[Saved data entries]
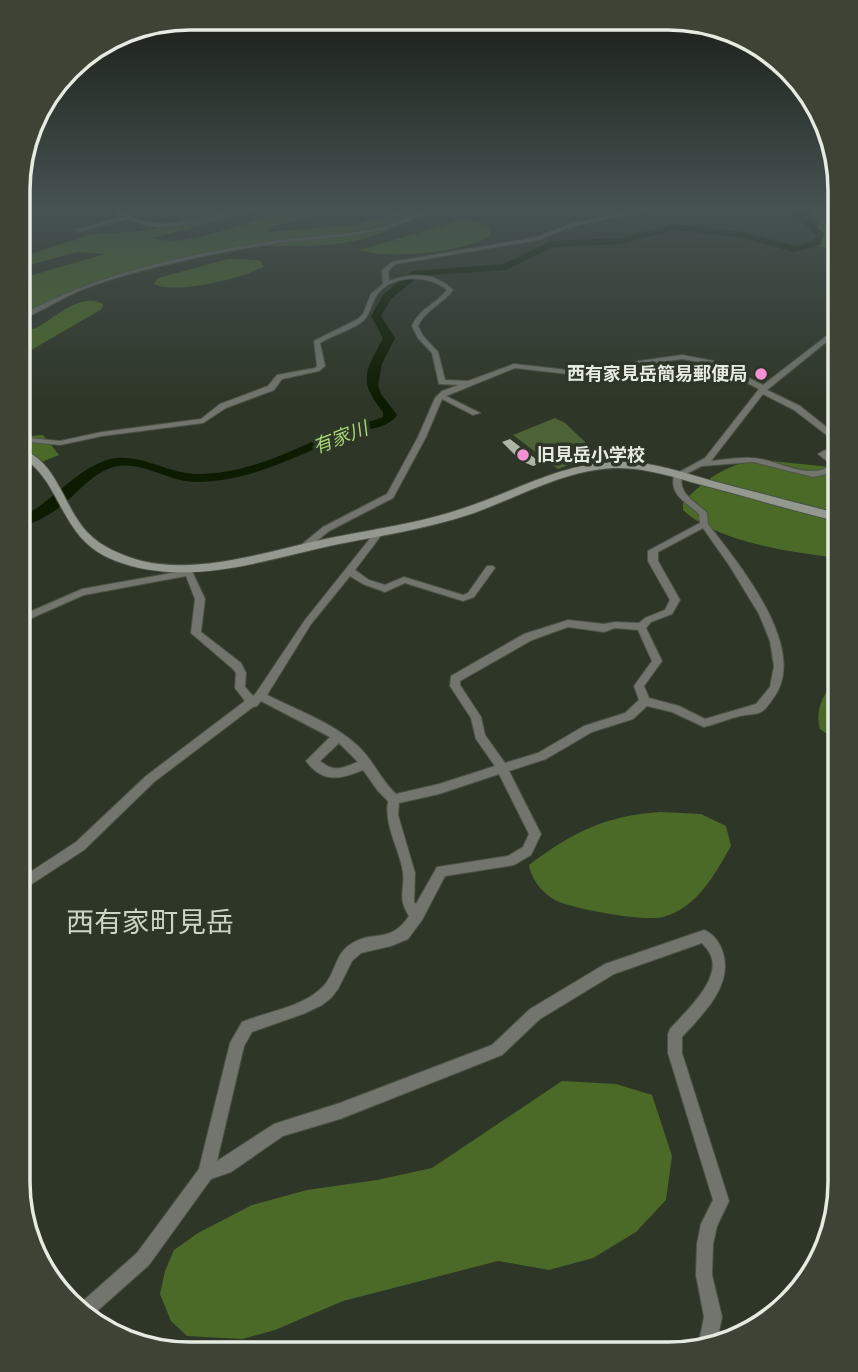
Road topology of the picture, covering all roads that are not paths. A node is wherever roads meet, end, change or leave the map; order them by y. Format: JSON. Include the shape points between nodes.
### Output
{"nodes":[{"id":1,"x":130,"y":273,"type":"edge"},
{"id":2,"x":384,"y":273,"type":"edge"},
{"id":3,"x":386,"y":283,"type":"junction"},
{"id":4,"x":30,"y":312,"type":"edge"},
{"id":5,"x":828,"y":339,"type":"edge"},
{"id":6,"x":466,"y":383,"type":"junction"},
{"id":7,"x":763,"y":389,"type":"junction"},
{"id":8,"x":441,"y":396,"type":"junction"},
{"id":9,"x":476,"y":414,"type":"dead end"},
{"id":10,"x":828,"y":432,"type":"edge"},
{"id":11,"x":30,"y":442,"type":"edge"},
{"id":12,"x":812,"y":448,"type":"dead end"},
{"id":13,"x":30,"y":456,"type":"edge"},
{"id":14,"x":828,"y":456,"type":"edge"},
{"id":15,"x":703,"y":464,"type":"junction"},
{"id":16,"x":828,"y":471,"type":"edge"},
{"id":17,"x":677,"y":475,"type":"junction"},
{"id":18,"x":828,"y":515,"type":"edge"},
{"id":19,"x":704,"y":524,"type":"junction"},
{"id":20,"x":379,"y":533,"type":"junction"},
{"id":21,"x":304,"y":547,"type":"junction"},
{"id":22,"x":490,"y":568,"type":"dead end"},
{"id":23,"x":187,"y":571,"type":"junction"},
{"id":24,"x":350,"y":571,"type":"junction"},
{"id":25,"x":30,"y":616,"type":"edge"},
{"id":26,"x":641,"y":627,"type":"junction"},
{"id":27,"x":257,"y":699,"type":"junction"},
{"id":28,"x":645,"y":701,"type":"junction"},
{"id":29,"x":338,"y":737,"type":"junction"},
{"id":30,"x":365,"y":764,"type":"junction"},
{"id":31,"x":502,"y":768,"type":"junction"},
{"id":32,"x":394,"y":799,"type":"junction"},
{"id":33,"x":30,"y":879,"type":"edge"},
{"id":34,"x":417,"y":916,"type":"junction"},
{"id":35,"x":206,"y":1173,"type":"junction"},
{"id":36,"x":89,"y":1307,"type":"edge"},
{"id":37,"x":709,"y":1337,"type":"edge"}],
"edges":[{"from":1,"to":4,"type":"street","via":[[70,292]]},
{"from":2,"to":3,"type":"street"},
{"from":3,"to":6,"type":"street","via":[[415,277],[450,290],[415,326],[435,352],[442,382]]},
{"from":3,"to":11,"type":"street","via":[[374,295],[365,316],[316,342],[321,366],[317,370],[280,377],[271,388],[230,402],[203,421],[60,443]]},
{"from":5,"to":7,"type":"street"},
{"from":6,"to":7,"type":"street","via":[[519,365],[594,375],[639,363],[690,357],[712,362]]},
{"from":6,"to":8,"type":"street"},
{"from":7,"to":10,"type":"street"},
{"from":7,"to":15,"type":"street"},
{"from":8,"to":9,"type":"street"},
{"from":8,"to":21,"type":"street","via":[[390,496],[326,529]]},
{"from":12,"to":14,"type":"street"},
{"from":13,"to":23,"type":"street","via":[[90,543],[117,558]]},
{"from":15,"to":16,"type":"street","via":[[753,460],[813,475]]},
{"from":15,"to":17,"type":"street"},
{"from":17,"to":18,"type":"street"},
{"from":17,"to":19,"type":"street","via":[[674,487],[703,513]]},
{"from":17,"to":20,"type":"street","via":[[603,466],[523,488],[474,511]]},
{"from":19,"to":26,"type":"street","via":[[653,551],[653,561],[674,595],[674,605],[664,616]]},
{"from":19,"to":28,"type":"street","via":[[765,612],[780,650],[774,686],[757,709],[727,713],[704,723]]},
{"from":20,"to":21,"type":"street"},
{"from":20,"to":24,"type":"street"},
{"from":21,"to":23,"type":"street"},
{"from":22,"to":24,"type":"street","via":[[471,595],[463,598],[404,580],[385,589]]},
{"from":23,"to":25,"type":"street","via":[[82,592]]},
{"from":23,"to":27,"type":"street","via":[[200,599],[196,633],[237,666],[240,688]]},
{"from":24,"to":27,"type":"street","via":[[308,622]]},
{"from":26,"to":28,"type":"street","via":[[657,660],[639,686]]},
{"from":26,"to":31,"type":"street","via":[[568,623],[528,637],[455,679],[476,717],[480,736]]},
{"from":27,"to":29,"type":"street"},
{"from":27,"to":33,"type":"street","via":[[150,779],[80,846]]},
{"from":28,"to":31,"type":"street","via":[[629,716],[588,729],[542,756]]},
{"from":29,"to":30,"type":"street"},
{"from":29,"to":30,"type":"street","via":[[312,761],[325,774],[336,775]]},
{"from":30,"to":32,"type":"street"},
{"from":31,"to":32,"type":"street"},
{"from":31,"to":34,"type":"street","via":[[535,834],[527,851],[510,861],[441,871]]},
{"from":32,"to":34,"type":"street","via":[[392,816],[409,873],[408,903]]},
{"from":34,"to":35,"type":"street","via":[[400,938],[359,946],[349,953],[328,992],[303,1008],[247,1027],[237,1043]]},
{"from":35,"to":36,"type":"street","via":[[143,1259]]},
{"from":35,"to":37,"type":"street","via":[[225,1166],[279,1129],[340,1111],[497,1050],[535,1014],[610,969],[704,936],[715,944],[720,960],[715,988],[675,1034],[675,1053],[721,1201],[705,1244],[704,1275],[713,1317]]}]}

## The problem
Make an exact copy of the data above, pictures excluded.

## Exercise response
Road topology of the picture, covering all roads that are not paths. A node is wherever roads meet, end, change or leave the map; order them by y. Format: JSON. Include the shape points between nodes.
### Output
{"nodes":[{"id":1,"x":130,"y":273,"type":"edge"},
{"id":2,"x":384,"y":273,"type":"edge"},
{"id":3,"x":386,"y":283,"type":"junction"},
{"id":4,"x":30,"y":312,"type":"edge"},
{"id":5,"x":828,"y":339,"type":"edge"},
{"id":6,"x":466,"y":383,"type":"junction"},
{"id":7,"x":763,"y":389,"type":"junction"},
{"id":8,"x":441,"y":396,"type":"junction"},
{"id":9,"x":476,"y":414,"type":"dead end"},
{"id":10,"x":828,"y":432,"type":"edge"},
{"id":11,"x":30,"y":442,"type":"edge"},
{"id":12,"x":812,"y":448,"type":"dead end"},
{"id":13,"x":30,"y":456,"type":"edge"},
{"id":14,"x":828,"y":456,"type":"edge"},
{"id":15,"x":703,"y":464,"type":"junction"},
{"id":16,"x":828,"y":471,"type":"edge"},
{"id":17,"x":677,"y":475,"type":"junction"},
{"id":18,"x":828,"y":515,"type":"edge"},
{"id":19,"x":704,"y":524,"type":"junction"},
{"id":20,"x":379,"y":533,"type":"junction"},
{"id":21,"x":304,"y":547,"type":"junction"},
{"id":22,"x":490,"y":568,"type":"dead end"},
{"id":23,"x":187,"y":571,"type":"junction"},
{"id":24,"x":350,"y":571,"type":"junction"},
{"id":25,"x":30,"y":616,"type":"edge"},
{"id":26,"x":641,"y":627,"type":"junction"},
{"id":27,"x":257,"y":699,"type":"junction"},
{"id":28,"x":645,"y":701,"type":"junction"},
{"id":29,"x":338,"y":737,"type":"junction"},
{"id":30,"x":365,"y":764,"type":"junction"},
{"id":31,"x":502,"y":768,"type":"junction"},
{"id":32,"x":394,"y":799,"type":"junction"},
{"id":33,"x":30,"y":879,"type":"edge"},
{"id":34,"x":417,"y":916,"type":"junction"},
{"id":35,"x":206,"y":1173,"type":"junction"},
{"id":36,"x":89,"y":1307,"type":"edge"},
{"id":37,"x":709,"y":1337,"type":"edge"}],
"edges":[{"from":1,"to":4,"type":"street","via":[[70,292]]},
{"from":2,"to":3,"type":"street"},
{"from":3,"to":6,"type":"street","via":[[415,277],[450,290],[415,326],[435,352],[442,382]]},
{"from":3,"to":11,"type":"street","via":[[374,295],[365,316],[316,342],[321,366],[317,370],[280,377],[271,388],[230,402],[203,421],[60,443]]},
{"from":5,"to":7,"type":"street"},
{"from":6,"to":7,"type":"street","via":[[519,365],[594,375],[639,363],[690,357],[712,362]]},
{"from":6,"to":8,"type":"street"},
{"from":7,"to":10,"type":"street"},
{"from":7,"to":15,"type":"street"},
{"from":8,"to":9,"type":"street"},
{"from":8,"to":21,"type":"street","via":[[390,496],[326,529]]},
{"from":12,"to":14,"type":"street"},
{"from":13,"to":23,"type":"street","via":[[90,543],[117,558]]},
{"from":15,"to":16,"type":"street","via":[[753,460],[813,475]]},
{"from":15,"to":17,"type":"street"},
{"from":17,"to":18,"type":"street"},
{"from":17,"to":19,"type":"street","via":[[674,487],[703,513]]},
{"from":17,"to":20,"type":"street","via":[[603,466],[523,488],[474,511]]},
{"from":19,"to":26,"type":"street","via":[[653,551],[653,561],[674,595],[674,605],[664,616]]},
{"from":19,"to":28,"type":"street","via":[[765,612],[780,650],[774,686],[757,709],[727,713],[704,723]]},
{"from":20,"to":21,"type":"street"},
{"from":20,"to":24,"type":"street"},
{"from":21,"to":23,"type":"street"},
{"from":22,"to":24,"type":"street","via":[[471,595],[463,598],[404,580],[385,589]]},
{"from":23,"to":25,"type":"street","via":[[82,592]]},
{"from":23,"to":27,"type":"street","via":[[200,599],[196,633],[237,666],[240,688]]},
{"from":24,"to":27,"type":"street","via":[[308,622]]},
{"from":26,"to":28,"type":"street","via":[[657,660],[639,686]]},
{"from":26,"to":31,"type":"street","via":[[568,623],[528,637],[455,679],[476,717],[480,736]]},
{"from":27,"to":29,"type":"street"},
{"from":27,"to":33,"type":"street","via":[[150,779],[80,846]]},
{"from":28,"to":31,"type":"street","via":[[629,716],[588,729],[542,756]]},
{"from":29,"to":30,"type":"street"},
{"from":29,"to":30,"type":"street","via":[[312,761],[325,774],[336,775]]},
{"from":30,"to":32,"type":"street"},
{"from":31,"to":32,"type":"street"},
{"from":31,"to":34,"type":"street","via":[[535,834],[527,851],[510,861],[441,871]]},
{"from":32,"to":34,"type":"street","via":[[392,816],[409,873],[408,903]]},
{"from":34,"to":35,"type":"street","via":[[400,938],[359,946],[349,953],[328,992],[303,1008],[247,1027],[237,1043]]},
{"from":35,"to":36,"type":"street","via":[[143,1259]]},
{"from":35,"to":37,"type":"street","via":[[225,1166],[279,1129],[340,1111],[497,1050],[535,1014],[610,969],[704,936],[715,944],[720,960],[715,988],[675,1034],[675,1053],[721,1201],[705,1244],[704,1275],[713,1317]]}]}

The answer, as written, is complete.